Des infractions aux règles d’utilisation des armes, et des violations de la “pureté des armes”, se sont produites au cours de l’histoire de l’armée d’Israël depuis l’origine. Tsahal s’est toujours enorgueillie de notre capacité à mener des investigations sur des incidents sensibles, à le faire en toute impartialité et ouvertement, et à endosser la responsabilité pleine et entière de bon, du mauvais et de l’inacceptable. Nous n’avons pas cherché d’excuses; nous ne nous sommes pas couverts; nous n’avons pas cillé; nous n’avons pas levé les yeux au ciel. Notre voie fut et sera celle de la vérité et des comptes dus, même si la vérité est rude et les comptes difficiles à rendre. Nous avons foi en la justesse de cette voie – mais tout n’est pas juste dans ce que nous faisons. Nous avons confiance dans les standards éthiques de Tsahal en tant qu’organisation, mais nous n’ignorons pas les écarts des individus. Nous exigeons de nos soldats exactement ce que nous exigeons de nous-mêmes [officiers], et requérons de chaque officier que donner l’exemple soit pour lui une seconde nature.
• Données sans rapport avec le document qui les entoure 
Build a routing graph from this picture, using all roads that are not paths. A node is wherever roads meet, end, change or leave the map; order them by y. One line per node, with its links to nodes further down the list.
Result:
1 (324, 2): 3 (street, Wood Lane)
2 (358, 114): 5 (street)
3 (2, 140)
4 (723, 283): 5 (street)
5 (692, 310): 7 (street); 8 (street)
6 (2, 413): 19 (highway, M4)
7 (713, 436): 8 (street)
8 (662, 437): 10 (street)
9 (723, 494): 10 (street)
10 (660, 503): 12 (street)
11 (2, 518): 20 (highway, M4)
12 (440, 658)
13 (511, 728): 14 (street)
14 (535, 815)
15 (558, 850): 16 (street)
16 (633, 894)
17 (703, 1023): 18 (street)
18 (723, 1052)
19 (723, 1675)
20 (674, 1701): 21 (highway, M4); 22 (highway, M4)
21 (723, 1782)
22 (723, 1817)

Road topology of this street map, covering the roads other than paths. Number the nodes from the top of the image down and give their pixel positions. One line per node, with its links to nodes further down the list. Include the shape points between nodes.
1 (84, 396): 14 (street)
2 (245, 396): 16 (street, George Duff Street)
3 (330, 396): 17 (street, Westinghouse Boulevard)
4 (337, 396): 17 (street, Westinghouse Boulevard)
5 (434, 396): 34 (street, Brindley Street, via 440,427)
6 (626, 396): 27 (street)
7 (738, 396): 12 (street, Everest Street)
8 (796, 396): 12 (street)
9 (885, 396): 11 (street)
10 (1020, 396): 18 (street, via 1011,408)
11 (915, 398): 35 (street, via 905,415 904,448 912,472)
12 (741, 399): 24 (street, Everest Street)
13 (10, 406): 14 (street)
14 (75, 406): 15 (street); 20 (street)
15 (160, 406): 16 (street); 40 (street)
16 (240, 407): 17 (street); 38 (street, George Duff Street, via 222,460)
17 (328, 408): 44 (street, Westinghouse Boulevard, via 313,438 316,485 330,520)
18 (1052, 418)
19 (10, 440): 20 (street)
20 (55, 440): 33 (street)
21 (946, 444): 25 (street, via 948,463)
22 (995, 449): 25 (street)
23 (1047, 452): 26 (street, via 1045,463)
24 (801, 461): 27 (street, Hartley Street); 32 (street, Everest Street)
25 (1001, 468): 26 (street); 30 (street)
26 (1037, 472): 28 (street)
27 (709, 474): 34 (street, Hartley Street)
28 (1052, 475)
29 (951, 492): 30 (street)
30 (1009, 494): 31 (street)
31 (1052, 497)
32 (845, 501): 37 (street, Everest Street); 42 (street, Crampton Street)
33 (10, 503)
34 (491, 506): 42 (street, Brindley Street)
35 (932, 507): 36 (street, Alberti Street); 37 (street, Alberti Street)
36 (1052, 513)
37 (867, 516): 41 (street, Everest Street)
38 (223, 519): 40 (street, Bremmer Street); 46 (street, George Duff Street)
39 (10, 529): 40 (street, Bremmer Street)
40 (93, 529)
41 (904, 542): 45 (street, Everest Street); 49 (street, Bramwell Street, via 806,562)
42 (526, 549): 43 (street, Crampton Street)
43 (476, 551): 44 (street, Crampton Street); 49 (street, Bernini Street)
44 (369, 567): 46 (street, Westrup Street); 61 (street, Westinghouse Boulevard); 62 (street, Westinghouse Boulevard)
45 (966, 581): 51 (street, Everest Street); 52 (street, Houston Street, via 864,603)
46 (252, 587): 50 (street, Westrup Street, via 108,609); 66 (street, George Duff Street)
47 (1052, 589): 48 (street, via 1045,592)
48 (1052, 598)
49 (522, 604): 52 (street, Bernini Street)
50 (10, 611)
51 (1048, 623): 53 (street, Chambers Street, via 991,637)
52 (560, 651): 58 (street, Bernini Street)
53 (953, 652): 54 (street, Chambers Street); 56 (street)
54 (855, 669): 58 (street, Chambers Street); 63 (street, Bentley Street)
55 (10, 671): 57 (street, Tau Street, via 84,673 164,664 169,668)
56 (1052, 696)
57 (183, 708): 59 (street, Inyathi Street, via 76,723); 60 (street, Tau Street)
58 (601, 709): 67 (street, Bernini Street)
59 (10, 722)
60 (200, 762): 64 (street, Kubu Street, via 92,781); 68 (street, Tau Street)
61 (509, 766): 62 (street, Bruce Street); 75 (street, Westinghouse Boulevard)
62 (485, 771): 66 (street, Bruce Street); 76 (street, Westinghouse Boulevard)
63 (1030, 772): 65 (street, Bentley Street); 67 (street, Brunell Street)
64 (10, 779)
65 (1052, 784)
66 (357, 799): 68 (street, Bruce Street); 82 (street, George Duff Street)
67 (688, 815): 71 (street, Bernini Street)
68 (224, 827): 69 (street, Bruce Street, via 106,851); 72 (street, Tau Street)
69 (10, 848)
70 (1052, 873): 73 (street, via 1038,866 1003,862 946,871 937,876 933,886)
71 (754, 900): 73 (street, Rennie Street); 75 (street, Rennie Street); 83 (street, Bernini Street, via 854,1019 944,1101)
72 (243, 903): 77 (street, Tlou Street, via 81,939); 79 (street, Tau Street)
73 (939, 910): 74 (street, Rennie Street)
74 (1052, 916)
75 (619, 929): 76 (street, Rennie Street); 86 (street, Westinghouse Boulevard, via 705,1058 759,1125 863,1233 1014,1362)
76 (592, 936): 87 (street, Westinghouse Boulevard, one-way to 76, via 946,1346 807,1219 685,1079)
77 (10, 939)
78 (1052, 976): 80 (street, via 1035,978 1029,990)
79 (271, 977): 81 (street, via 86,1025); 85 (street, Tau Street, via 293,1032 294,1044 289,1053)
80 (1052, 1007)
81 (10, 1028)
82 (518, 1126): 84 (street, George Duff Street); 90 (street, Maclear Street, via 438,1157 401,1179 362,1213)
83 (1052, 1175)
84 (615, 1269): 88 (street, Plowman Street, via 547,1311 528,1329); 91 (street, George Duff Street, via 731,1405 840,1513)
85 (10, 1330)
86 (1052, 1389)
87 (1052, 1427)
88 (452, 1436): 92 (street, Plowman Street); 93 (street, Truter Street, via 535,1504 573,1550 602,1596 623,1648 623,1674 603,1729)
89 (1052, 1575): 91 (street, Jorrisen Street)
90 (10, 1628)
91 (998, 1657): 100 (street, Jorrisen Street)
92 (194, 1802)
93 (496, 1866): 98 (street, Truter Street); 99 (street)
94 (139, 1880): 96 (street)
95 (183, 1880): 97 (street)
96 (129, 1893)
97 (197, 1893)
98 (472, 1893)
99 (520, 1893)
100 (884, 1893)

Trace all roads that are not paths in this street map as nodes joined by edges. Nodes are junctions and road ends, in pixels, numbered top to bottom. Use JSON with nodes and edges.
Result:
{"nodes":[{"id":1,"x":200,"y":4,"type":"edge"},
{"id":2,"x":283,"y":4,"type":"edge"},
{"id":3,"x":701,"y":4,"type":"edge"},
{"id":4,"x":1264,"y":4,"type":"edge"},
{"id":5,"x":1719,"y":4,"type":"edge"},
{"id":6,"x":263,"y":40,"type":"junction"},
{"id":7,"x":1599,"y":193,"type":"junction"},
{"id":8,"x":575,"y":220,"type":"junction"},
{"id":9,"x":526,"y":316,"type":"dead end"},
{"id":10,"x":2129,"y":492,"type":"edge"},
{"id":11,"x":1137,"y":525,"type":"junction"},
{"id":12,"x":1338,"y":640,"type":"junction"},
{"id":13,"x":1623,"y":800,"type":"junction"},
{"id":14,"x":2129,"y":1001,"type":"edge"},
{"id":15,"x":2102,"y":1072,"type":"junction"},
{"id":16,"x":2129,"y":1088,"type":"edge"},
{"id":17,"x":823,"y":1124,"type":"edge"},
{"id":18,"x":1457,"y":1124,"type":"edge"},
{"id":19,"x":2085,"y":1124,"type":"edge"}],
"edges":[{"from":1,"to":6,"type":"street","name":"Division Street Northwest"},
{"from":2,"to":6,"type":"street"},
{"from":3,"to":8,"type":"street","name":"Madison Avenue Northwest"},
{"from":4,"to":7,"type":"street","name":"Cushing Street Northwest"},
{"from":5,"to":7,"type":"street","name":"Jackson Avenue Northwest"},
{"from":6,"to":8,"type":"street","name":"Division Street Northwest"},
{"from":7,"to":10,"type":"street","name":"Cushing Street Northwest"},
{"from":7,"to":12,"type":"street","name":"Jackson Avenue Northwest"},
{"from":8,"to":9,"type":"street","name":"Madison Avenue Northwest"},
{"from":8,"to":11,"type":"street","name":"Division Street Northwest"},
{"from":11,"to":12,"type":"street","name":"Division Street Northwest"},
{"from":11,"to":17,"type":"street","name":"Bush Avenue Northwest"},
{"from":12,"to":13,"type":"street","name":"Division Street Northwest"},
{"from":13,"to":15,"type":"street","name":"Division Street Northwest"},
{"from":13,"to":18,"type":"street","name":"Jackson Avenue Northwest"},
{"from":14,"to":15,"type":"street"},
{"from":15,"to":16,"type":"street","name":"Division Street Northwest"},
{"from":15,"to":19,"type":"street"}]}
La jour de la commémoration de la Shoah, alors que nous nous souvenons des six millions de nos frères massacrés en Europe, il nous faut nous souvenir des six millions et demi [de personnes] qui vivent ici, et nous interroger sur le but de notre retour sur notre terre; sur ce qu’il nous faut sanctifier ou non; sur ce qu’il est juste de célébrer ou non; et, plus que tout, nous demander comment remplir notre rôle de “lumière entre les nations” et de société modèle. Seul ce genre de commémoration peut former un monument vivant, respirant, dédié à nos frères – un monument digne d’eux, un monument authentique. Le prophète Isaïe a dit: «Le vivant, le vivant, lui te célèbre.» Puissions-nous savoir comment vivre une vie digne, en mémoire des victimes et au nom des générations à venir. Et puissions-nous montrer notre reconnaissance pour les bienfaits dont nous avons été gratifiés, et les conserver. Nous nous battrons jusqu’au bout s’il le faut, contre n’importe quel ennemi, pour défendre notre droit à bâtir et le devoir de nous maintenir dans le droit chemin.

* Célébration de la vie, dans un contexte de guerre, qui fait corps avec le verset précédent: «Car le Shéol [le domaine des morts] ne te célèbre pas, la mort ne te glorifie pas […] Le vivant, le vivant, lui te célèbre.» Isaïe 38, 18-19, trad. A. Chouraqui.